▶ **Work to be completed**:
Locate all lines in the data below that hold "Sunggal" and show them.

▶ **Provided records**:
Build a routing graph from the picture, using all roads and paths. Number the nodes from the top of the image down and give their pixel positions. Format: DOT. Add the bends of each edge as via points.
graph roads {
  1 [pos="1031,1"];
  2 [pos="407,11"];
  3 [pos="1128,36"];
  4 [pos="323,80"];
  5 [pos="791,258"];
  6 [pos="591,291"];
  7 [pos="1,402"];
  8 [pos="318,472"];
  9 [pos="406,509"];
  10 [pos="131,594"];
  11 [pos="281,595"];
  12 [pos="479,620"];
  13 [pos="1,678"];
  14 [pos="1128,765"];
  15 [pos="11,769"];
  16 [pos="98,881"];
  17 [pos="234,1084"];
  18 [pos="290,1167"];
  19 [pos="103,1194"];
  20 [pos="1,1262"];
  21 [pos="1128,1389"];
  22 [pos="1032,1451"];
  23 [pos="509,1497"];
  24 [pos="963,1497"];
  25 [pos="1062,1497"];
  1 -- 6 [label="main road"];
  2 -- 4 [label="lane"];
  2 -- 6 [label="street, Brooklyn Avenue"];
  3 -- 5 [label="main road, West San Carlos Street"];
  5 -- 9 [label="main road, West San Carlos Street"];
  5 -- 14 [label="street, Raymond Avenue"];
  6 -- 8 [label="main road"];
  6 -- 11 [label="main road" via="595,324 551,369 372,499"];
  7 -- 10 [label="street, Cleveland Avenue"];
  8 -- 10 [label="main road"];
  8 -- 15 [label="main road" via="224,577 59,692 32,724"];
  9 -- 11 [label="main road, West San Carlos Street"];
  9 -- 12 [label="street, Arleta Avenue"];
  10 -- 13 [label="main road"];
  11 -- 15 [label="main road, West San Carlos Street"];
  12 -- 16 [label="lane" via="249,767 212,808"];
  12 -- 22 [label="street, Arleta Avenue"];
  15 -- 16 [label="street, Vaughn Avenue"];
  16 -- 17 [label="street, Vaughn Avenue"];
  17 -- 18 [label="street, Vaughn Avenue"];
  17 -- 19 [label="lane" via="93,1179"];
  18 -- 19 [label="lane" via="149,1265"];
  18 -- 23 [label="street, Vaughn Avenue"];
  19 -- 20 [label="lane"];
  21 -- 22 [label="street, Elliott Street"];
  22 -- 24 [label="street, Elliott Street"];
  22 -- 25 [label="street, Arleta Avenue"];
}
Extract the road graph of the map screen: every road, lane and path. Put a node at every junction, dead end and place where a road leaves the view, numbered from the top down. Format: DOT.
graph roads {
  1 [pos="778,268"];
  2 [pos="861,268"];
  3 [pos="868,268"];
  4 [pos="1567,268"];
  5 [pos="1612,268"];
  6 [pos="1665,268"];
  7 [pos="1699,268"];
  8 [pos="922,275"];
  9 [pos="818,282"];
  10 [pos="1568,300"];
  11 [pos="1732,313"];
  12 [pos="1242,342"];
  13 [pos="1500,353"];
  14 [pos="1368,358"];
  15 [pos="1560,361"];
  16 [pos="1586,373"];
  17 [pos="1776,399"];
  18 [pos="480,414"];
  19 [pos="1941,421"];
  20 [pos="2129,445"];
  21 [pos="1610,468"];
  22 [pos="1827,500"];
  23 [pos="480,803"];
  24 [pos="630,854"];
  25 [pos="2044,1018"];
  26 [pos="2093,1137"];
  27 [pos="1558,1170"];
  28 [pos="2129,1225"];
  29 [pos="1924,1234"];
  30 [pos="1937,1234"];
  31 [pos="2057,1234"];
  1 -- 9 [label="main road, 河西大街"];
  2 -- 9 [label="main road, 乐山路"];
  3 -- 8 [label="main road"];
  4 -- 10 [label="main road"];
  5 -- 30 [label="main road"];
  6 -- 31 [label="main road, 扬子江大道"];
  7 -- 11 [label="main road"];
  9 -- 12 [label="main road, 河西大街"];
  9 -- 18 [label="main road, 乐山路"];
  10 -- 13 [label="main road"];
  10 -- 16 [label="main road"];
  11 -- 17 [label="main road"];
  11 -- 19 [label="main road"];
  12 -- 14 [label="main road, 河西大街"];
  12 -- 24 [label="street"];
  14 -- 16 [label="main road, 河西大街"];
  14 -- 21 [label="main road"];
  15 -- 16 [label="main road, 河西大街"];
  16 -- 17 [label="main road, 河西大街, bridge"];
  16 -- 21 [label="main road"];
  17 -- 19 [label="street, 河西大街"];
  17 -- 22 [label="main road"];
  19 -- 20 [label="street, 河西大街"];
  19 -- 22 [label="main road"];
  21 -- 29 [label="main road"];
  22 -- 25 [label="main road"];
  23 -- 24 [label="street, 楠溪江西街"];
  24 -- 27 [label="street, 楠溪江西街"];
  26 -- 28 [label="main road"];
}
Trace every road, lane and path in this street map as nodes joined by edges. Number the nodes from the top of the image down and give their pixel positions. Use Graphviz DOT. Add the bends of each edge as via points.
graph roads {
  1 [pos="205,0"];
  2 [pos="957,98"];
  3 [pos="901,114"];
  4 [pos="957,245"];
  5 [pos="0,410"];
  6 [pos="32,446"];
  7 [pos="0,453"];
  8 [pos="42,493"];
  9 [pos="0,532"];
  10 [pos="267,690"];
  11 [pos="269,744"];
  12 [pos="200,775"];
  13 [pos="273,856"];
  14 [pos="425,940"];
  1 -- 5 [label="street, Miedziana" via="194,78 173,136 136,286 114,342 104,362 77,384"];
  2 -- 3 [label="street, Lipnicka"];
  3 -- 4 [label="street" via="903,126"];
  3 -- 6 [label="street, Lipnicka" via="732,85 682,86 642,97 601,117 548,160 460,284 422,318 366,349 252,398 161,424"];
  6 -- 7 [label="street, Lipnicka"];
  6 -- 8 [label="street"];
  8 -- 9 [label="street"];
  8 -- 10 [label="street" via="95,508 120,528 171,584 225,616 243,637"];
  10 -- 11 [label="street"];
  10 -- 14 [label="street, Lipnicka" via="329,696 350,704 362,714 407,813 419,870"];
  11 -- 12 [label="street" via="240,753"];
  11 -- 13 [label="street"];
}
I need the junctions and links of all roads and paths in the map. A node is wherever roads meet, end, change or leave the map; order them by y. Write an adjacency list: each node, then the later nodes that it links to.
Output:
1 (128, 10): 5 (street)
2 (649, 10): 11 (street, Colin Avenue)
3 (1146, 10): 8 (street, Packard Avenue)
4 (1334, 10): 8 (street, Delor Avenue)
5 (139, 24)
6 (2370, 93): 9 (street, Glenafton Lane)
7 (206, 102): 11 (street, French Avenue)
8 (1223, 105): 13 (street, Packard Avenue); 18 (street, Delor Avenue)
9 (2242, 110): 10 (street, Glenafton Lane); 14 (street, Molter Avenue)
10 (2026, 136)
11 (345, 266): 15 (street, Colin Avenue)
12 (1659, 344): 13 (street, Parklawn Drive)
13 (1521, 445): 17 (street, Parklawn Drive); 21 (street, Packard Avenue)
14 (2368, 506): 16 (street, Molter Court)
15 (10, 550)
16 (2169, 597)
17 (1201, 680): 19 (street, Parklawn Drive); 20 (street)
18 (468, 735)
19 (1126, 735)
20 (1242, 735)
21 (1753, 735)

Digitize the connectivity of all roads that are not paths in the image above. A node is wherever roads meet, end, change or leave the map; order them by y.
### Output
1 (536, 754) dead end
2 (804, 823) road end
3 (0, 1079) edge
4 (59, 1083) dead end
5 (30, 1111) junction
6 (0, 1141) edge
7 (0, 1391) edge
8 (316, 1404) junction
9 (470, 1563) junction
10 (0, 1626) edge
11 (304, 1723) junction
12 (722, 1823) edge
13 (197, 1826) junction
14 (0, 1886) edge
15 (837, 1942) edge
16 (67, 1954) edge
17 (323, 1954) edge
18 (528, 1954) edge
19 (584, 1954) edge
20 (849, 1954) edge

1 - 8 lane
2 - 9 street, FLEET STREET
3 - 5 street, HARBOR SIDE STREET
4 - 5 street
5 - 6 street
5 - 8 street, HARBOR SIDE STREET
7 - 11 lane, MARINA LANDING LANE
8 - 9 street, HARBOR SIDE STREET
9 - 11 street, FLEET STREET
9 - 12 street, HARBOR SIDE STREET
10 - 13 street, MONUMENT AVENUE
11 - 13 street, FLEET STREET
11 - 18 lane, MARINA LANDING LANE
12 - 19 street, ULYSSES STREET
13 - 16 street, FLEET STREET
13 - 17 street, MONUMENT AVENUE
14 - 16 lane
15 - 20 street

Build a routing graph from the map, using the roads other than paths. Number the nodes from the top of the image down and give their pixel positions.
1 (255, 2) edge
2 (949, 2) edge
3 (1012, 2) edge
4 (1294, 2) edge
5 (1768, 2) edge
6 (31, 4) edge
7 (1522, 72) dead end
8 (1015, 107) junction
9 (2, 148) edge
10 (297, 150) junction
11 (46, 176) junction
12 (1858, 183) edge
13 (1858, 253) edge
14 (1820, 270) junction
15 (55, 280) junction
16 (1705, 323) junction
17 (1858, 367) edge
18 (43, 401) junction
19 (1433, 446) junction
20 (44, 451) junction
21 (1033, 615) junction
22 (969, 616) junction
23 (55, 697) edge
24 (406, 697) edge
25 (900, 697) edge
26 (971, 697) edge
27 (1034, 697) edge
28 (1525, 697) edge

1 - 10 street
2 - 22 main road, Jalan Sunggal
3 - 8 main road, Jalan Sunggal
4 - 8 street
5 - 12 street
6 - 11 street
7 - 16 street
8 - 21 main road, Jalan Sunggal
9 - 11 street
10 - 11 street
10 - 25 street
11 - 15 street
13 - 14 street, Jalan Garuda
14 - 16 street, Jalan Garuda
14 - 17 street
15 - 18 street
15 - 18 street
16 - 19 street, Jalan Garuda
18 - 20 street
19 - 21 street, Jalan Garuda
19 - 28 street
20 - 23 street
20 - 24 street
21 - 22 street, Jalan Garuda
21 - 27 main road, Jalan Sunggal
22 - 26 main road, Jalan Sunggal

▶ **Answer below**:
2 - 22 main road, Jalan Sunggal
3 - 8 main road, Jalan Sunggal
8 - 21 main road, Jalan Sunggal
21 - 27 main road, Jalan Sunggal
22 - 26 main road, Jalan Sunggal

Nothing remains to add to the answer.